Monday, November 22, 2010

The Kids Aren't The Issue


Last night's movie: Lisa Cholodenko's 2009 romantic dramedy The Kids Are All Right.

Set somewhere in California (presumably around LA, though it doesn't matter), The Kids Are All Right tells of a brother and sister--Joni and Laser, played by Mia Wasikowska and Josh Hutcherson--who decide to contact the man whose sperm donation was responsible for their coming into the world. The mothers, in this case, are Nic and Jules (played by Annette Bening and Julianne Moore), a lesbian couple who have been together for 20 years and who used the same sperm donation to each get pregnant, so the two kids are not just siblings in practice but also half-siblings genetically.

Nic and Jules are a quintessential modern liberated couple, seemingly living without all the Bible Belt shackles which weigh we Midwesterners down, and their kids are correspondingly normal--reasonably healthy and happy and free of most baggage; they have a good life. But the introduction of the sperm donor / father (Paul, played by Mark Ruffalo) into the comfortable domestic scene unexpectedly puts everything in the blender. The kids' desire to know the man who contributed genetic material--and nothing else--to the family puts Nic and Jules in an insecure spot, seemingly questioning the very legitimacy of their bond (a bond, it goes without saying, which some in society are already eager to doubt the legitimacy of) and forcing them to question whether their definition of family is in fact encompassing enough. The kids mean no malice, of course, but when Paul turns out to be likeable and *gasp* a father figure, it's a source of confusion and turmoil for everyone, Paul included. When both moms turn out to like him as well it seems like every anchor in life threatens to give way.

It's a truism I suppose that there are only so many stories in the world and the devil is in the myriad variants and details. And it's hard to know how to categorize this movie as it takes you on quite an emotional tour in two hours, without being too heavy in any particular. But we're faced with a bunch of really likeable people who are forced to work through an unusual but comprehensible dilemma, a dilemma which stems not from anyone being especially good or bad--there are no bad guys here--but from the messy edges of humanity itself, the messy boundaries of sexuality and love and lust and family bonds and friendship. And Cholodenko's script and direction give us such realism that I found myself pulling for everybody, willing all of them to end up via their own paths in the same sunny place even if I could see that this is unlikely or even impossible.

Bening and Moore are letter perfect as the long-married couple who love their children absolutely and have developed the telepathy and shorthand of all long-term couples. Ruffalo's Paul is a smart, attractive guy who sees in this family a glimpse of all he has bypassed for so many years. The kids can see in him not just an interesting and caring human being, but also a gender role to which they have perhaps not had close exposure. This doesn't need to play as a great tragedy, and for the most part it doesn't / isn't. There is love aplenty in the family from all quarters, and as I've said everyone seems about as healthy and happy and fulfilled as we humans get in this life. But it's the germ which forces everyone--including us--to ask questions.

The film led me to wonder about sexuality, though maybe not exactly in the way intended.

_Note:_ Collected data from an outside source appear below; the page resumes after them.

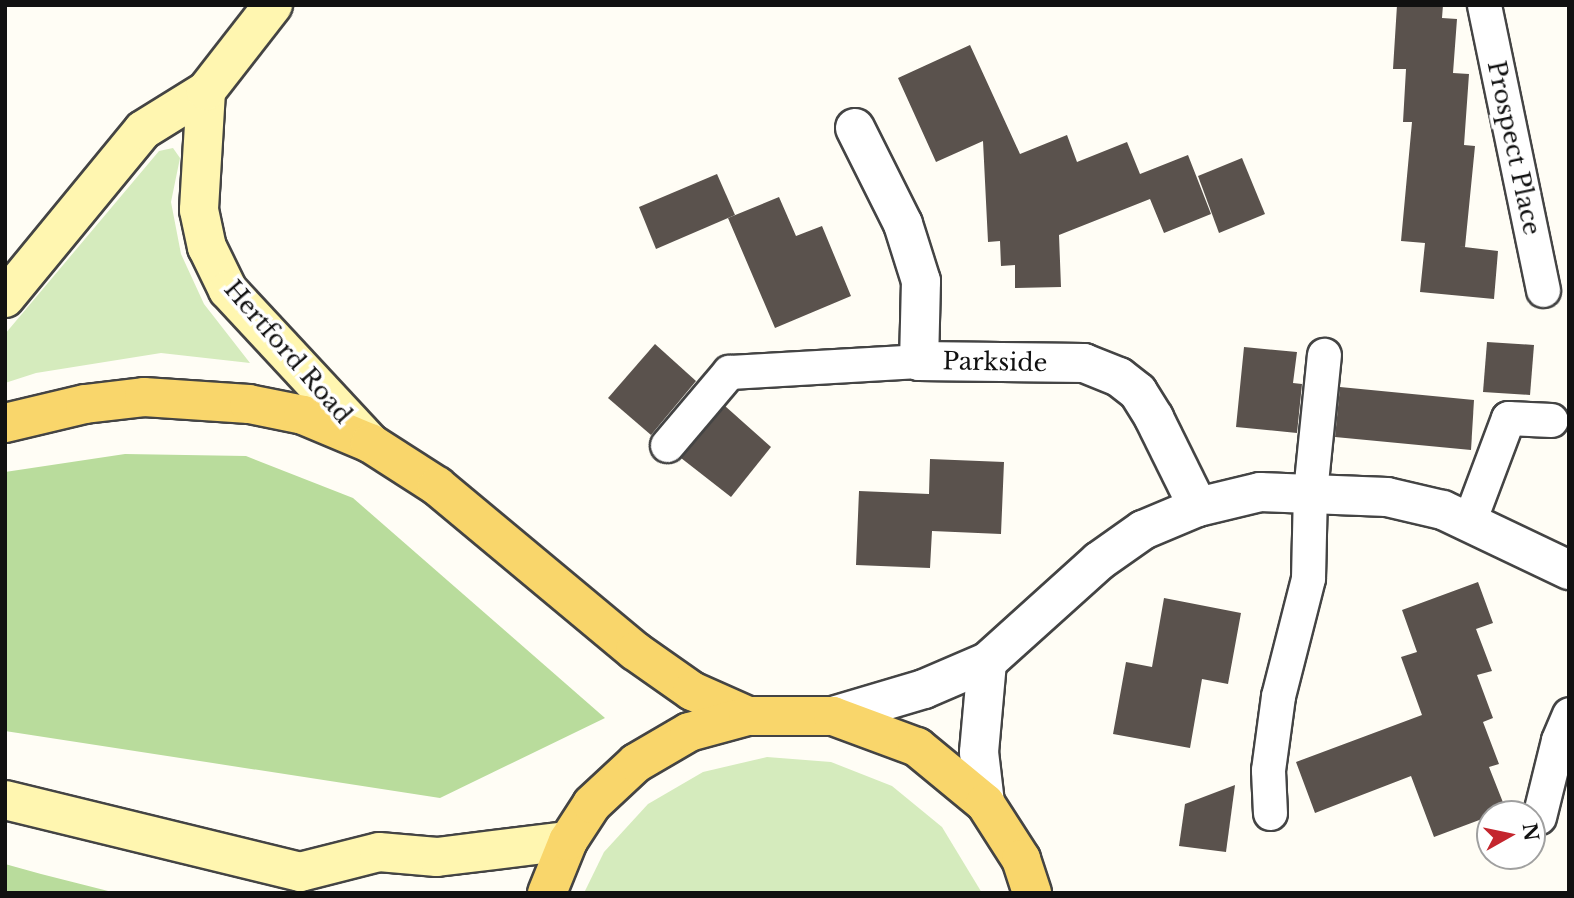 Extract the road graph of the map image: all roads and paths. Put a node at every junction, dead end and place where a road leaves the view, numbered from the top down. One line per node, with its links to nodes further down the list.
1 (273, 5): 3 (street)
2 (1484, 5): 5 (lane, Prospect Place)
3 (206, 91): 6 (street); 11 (street, Hertford Road)
4 (855, 128): 8 (street, Parkside)
5 (1543, 290)
6 (5, 298)
7 (1324, 355): 13 (lane)
8 (919, 361): 12 (lane); 14 (street, Parkside)
9 (1551, 420): 15 (lane)
10 (5, 423): 11 (main road)
11 (370, 443): 19 (main road)
12 (667, 445)
13 (1310, 492): 14 (street); 15 (street); 24 (lane)
14 (1198, 507): 17 (street)
15 (1470, 519): 16 (street)
16 (1569, 570)
17 (986, 662): 20 (street); 23 (street)
18 (1569, 714): 22 (lane)
19 (748, 716): 20 (main road); 25 (main road)
20 (833, 716): 23 (main road)
21 (5, 800): 27 (street)
22 (1543, 800)
23 (985, 803): 26 (main road)
24 (1270, 813)
25 (568, 841): 27 (street); 28 (main road)
26 (1026, 876): 29 (main road)
27 (311, 882)
28 (547, 893)
29 (1056, 893)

It has never seemed in any way dubious to me that same-sex couples could be great parents, and indeed maybe better parents than heterosexual couples in many cases, so that a portrayal of a functional, happy two-mom family was neither surprising nor even particularly novel to me. But in that same breath I had to ask myself how many people would find it shocking or surprising.

There is a near-mainstream element (he says, taking out his patented StereoTyper 2000™) of female-female sexuality in our culture that places it in a different category for many people than male-male sexuality. And I found myself wondering how much more challenging the film would be for a wide audience if the gay family were two men, especially when their sexuality, however mild, was displayed on screen. I cannot speak for any woman, of course, but my own sense is that being sexual with a person of your own sex is not as deeply challenging to one's sense of femininity / masculinity for women as it is for men. *Caution: spoiler ahead!* As a case in point, I think of what a different film it would have been if the man from a straight couple found himself unexpectedly going to bed with another man and thus putting his very family at risk. Could that film ever be set as something mostly comedic? Or would it be seen as a dark, loss-of-self film, a disaster? A lesbian woman who sleeps with a man poses not the slightest challenge to anyone's thinking.

Anyway, lots of questions for which I have no answers. But I loved the film considerably more than I expected, maybe because of those questions. The film has a slightly low budget feel (in a good way), and the soundtrack feels at times like someone just grabbed the audio tracks from Gray's Anatomy. But the characters are so real and their dilemmas so touching and human that I wanted to get to know each of them and I found myself pulling for the best possible outcome for all.

And that seems like a recipe for a successful film.

Grade: A

1 comment:

dbackdad said...

I've heard a lot of good things about this movie. I'll definitely check it out.